By Fatma Babayeva
Azerbaijan’s government has made significant changes in terms of the loan issuance by the banking sector of the country over the last year, said the chairman of the Financial Market Supervisory Body Rufat Aslanli on May 10.
The move aims to support the banks that encounter problem with short-term loans.
The FMSB has developed a separate program over the regulation of bad loans in the banking sector of Azerbaijan, the chairman said.
If the banks encounter the problem over the payment of the short-term loans on behalf of the borrowers, the supervisory body will take it into account, and the government plans to provide assistance to those banks with liquidity issue as well, said the chairman.
Earlier, interest rates and duration of loans have been amended by the banks of Azerbaijan - after the devaluation of the national currency, the banks have made concessions to their clients over the interest rates and increased the maturity period of the credits, said Aslanli by adding the possibility that with the formation of additional resources the banks will be able to offer additional benefits to its customers.
Earlier Aslanly said that the problem with the loans issued in dollars should be solved on the basis of a mutual agreement between the banks and customers.
Moreover, it is not easy to classify borrowers into the categories who do not want and who cannot pay back loans, he said. Offering discounts to those barrowers encourages them, whilst the borrowers of the loans in foreign currencies are “punished” to repay with the new exchange rate.
According to the data provided by the Central Bank of Azerbaijan, the credit portfolio of banks amounted to 19.69 billion manat or $13billion in the first quarter of 2016. More than half or 50.9 percent of these loans were issued in the national currency, the rest or 49.1 percent in foreign currency.
Furthermore, the volume of the outdated loans and loans in the loan portfolio amounted to 1.33 million manat or $884,000 by the end of the first quarter of 2016 which is by 10 percent more compared to the corresponding period of the previous year.
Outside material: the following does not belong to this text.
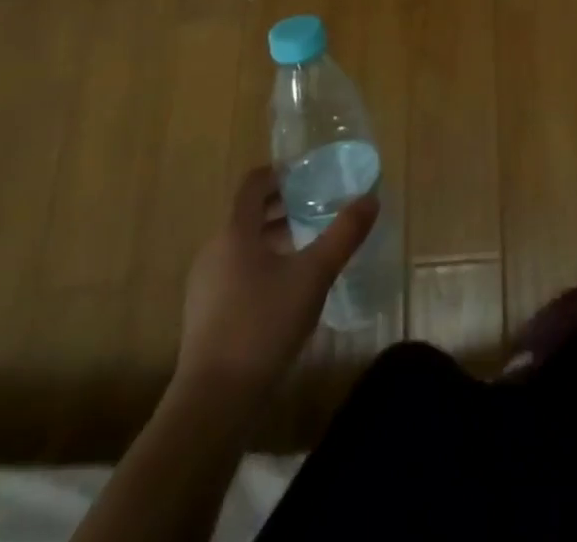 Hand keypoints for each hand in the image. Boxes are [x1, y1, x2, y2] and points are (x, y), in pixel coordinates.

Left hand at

In other words, its share stood at 6.75 percent in the loan portfolio of the banks which is by 0.88 percent more than the indicators of January-March of 2015.
The amount of the short-term bad loans for this period stood at 456.8 million manat or $304 million in the total volume of short-term loan portfolio amounting to 4.48 billion manat or $3 billion.
The CBA issued 1 billion manat or $665,000 to the bank system of the country in total throughout its operation, Head of the bank Elman Rustamov told on May 10.
Most of those loans were allocated to the implementation of various social projects, development of infrastructure and other activities. Rustamov said the swap operations are not included in the given volume.
Recently, Azerbaijan has implemented the consolidation plan for its banks in an effort to stabilize the banking system. This policy of the country is also supported by many international finance institutions such as WB, IFC, and EBRD.
In addition, six banks of the country were closed since the beginning of 2016. Currently, 37 banks operate in Azerbaijan. Recently, the Banks Association of the country appealed the FMSB for three years tax holiday for the part of their incomes to be directed to the capitalization.